Copy, from the entries below, each line in which the string "Thomas" appears.

BEGIN Input for this task

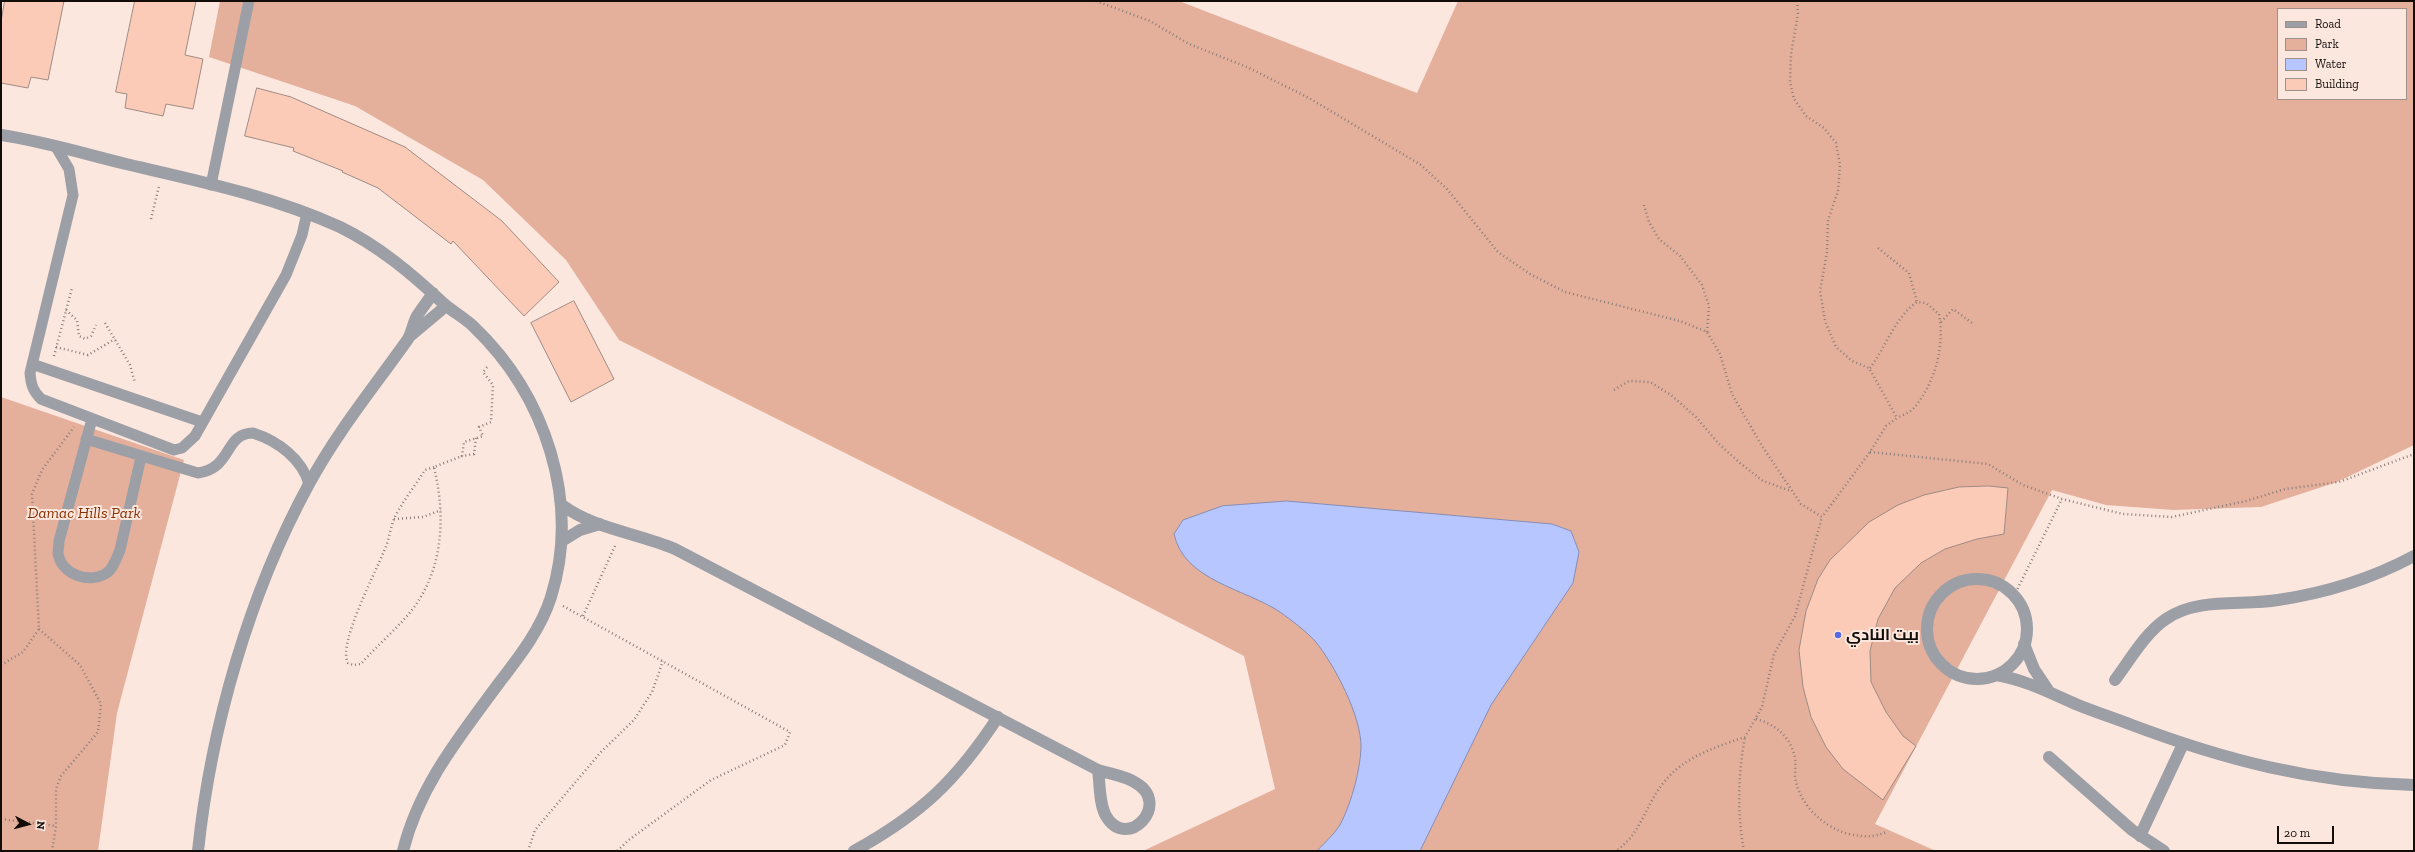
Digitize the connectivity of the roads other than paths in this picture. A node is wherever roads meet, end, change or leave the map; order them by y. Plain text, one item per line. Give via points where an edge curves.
1 (249, 1) edge
2 (1, 134) edge
3 (56, 147) junction
4 (211, 185) junction
5 (307, 213) junction
6 (433, 293) junction
7 (446, 306) junction
8 (409, 337) junction
9 (32, 364) junction
10 (87, 417) junction
11 (202, 422) junction
12 (86, 439) junction
13 (141, 457) junction
14 (308, 484) junction
15 (562, 505) junction
16 (600, 524) junction
17 (562, 541) junction
18 (2414, 556) edge
19 (2024, 644) junction
20 (1996, 675) junction
21 (2115, 680) dead end
22 (2049, 691) junction
23 (998, 717) junction
24 (2183, 744) junction
25 (2049, 756) dead end
26 (1098, 770) junction
27 (2414, 785) edge
28 (2140, 836) junction
29 (198, 851) edge
30 (403, 851) edge
31 (854, 851) edge
32 (2164, 851) edge

1 - 4 lane
2 - 3 street
3 - 4 street
3 - 9 lane via 69,169 73,181 73,195
4 - 5 street via 261,197
5 - 6 street via 343,229 377,249
5 - 11 lane via 302,235 286,275
6 - 7 street
6 - 8 street via 417,316
7 - 8 street
7 - 15 street via 473,326 498,353 528,395 546,435 558,478
8 - 14 street via 340,432
9 - 10 lane via 30,373 34,392 41,399
9 - 11 lane
10 - 11 lane via 174,450 190,443
10 - 12 lane
12 - 13 lane
12 - 13 lane via 61,529 58,554 73,574 85,578 97,577 108,572 115,562
13 - 14 lane via 189,472 206,472 220,463 236,438 247,433 296,459 302,466
14 - 29 street via 282,538 260,593 236,665 216,740
15 - 16 street via 580,517
15 - 17 street
16 - 17 street via 580,530
16 - 23 street via 649,538 675,549
17 - 30 street via 550,598 522,653 454,744 428,784 409,827
18 - 21 street via 2359,580 2307,595 2251,604 2187,608 2165,619 2156,627
19 - 20 street via 2010,666
19 - 20 street via 2025,619 2014,596 1996,583 1973,579 1952,586 1935,602 1930,612 1927,635 1930,646 1942,665 1952,672 1973,679
19 - 22 street via 2034,669
20 - 22 street via 2023,681
22 - 24 street
23 - 26 street
23 - 31 street via 976,751 947,784 915,813
24 - 27 street via 2256,766 2298,775 2375,784
24 - 28 street
25 - 28 street
26 - 26 street via 1105,815 1112,824 1122,828 1133,828 1143,823 1149,813 1149,801 1145,790 1136,782
28 - 32 street

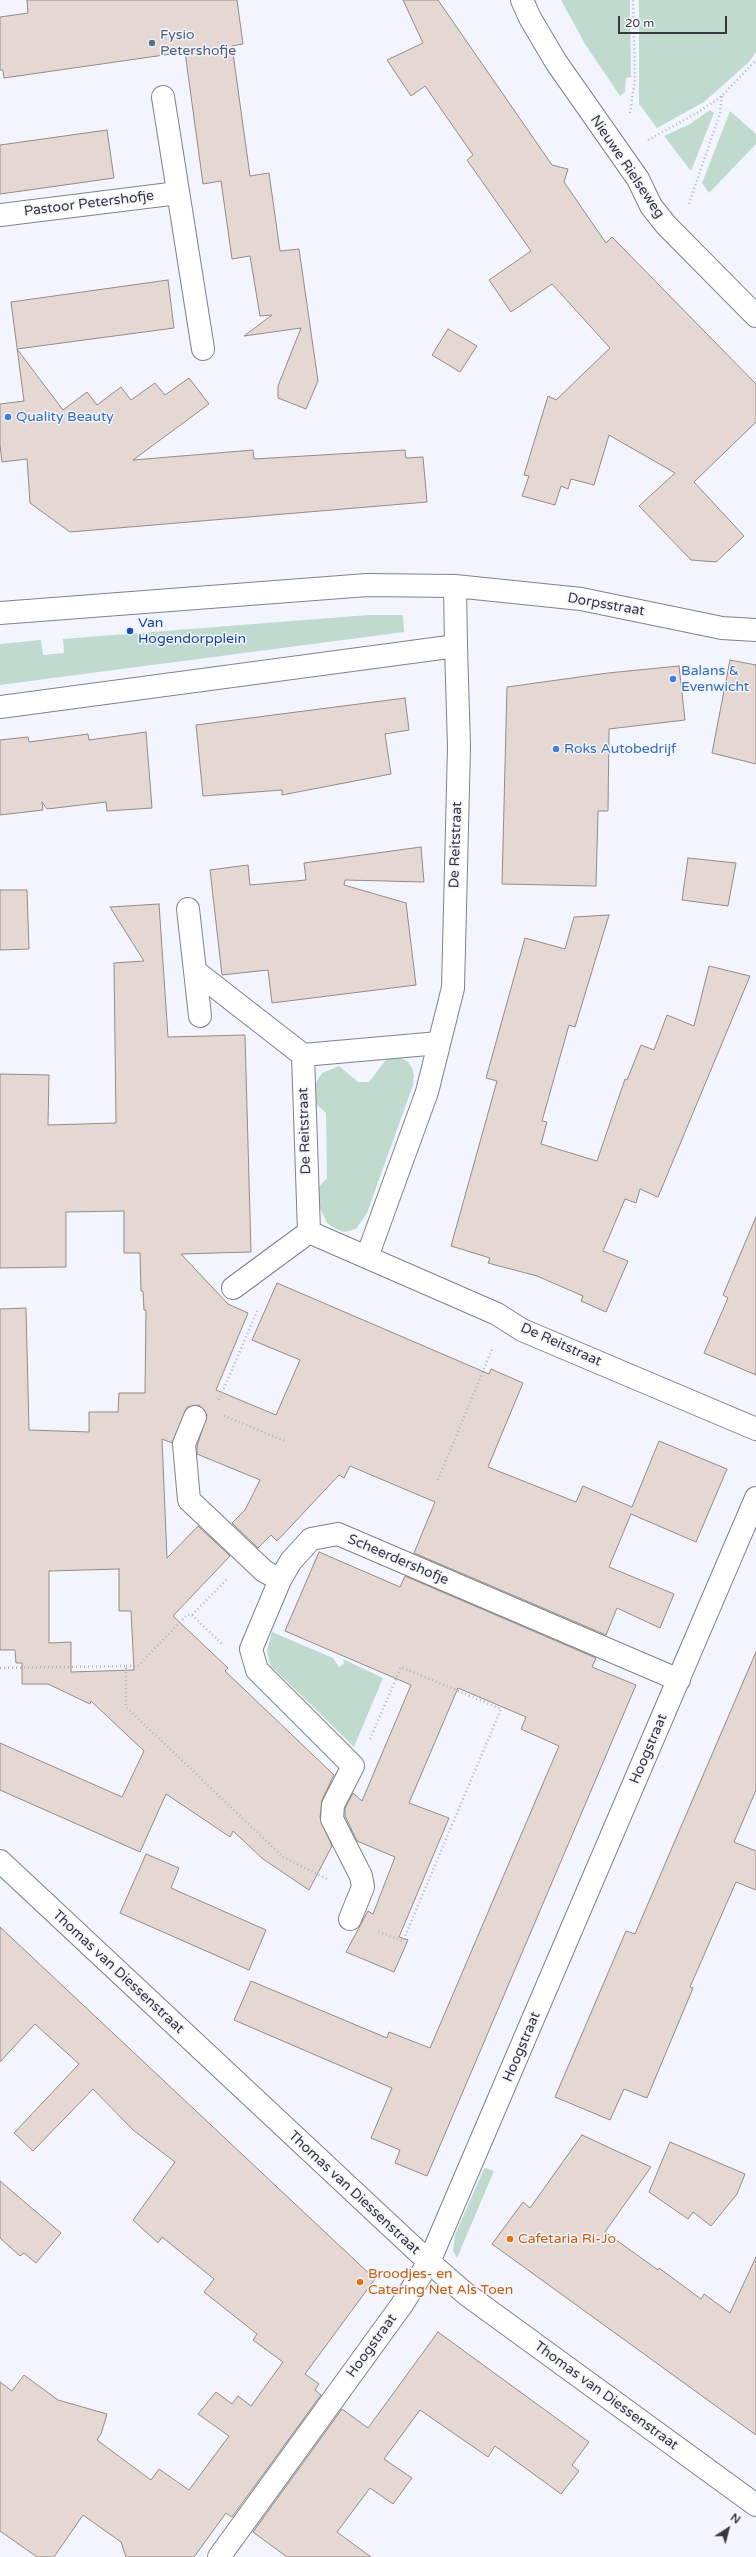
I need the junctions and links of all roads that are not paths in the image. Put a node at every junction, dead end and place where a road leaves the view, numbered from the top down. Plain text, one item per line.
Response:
1 (522, 0) edge
2 (163, 97) dead end
3 (178, 193) junction
4 (0, 215) edge
5 (756, 316) edge
6 (203, 349) dead end
7 (455, 586) junction
8 (0, 613) edge
9 (756, 630) edge
10 (456, 646) junction
11 (0, 707) edge
12 (188, 909) dead end
13 (194, 971) junction
14 (200, 1016) dead end
15 (439, 1043) junction
16 (303, 1055) junction
17 (309, 1232) junction
18 (367, 1257) junction
19 (233, 1288) road end
20 (194, 1417) dead end
21 (756, 1429) edge
22 (754, 1510) edge
23 (280, 1580) junction
24 (679, 1680) junction
25 (0, 1861) edge
26 (350, 1919) road end
27 (429, 2262) junction
28 (756, 2505) edge
29 (219, 2557) edge

1 - 5 street, Nieuwe Rielseweg
2 - 3 street
3 - 4 street, Pastoor Petershofje
3 - 6 street
7 - 8 street
7 - 9 street, Dorpsstraat
7 - 10 street
10 - 11 street
10 - 15 street, De Reitstraat
12 - 13 street
13 - 14 street
13 - 16 street
15 - 16 street
15 - 18 street, De Reitstraat
16 - 17 street, De Reitstraat
17 - 18 street, De Reitstraat
17 - 19 street
18 - 21 street, De Reitstraat
20 - 23 street
22 - 24 street, Hoogstraat
23 - 24 street, Scheerdershofje
23 - 26 street, Scheerdershofje
24 - 27 street, Hoogstraat
25 - 27 street, Thomas van Diessenstraat
27 - 28 street, Thomas van Diessenstraat
27 - 29 street, Hoogstraat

END Input for this task

Your solution
25 - 27 street, Thomas van Diessenstraat
27 - 28 street, Thomas van Diessenstraat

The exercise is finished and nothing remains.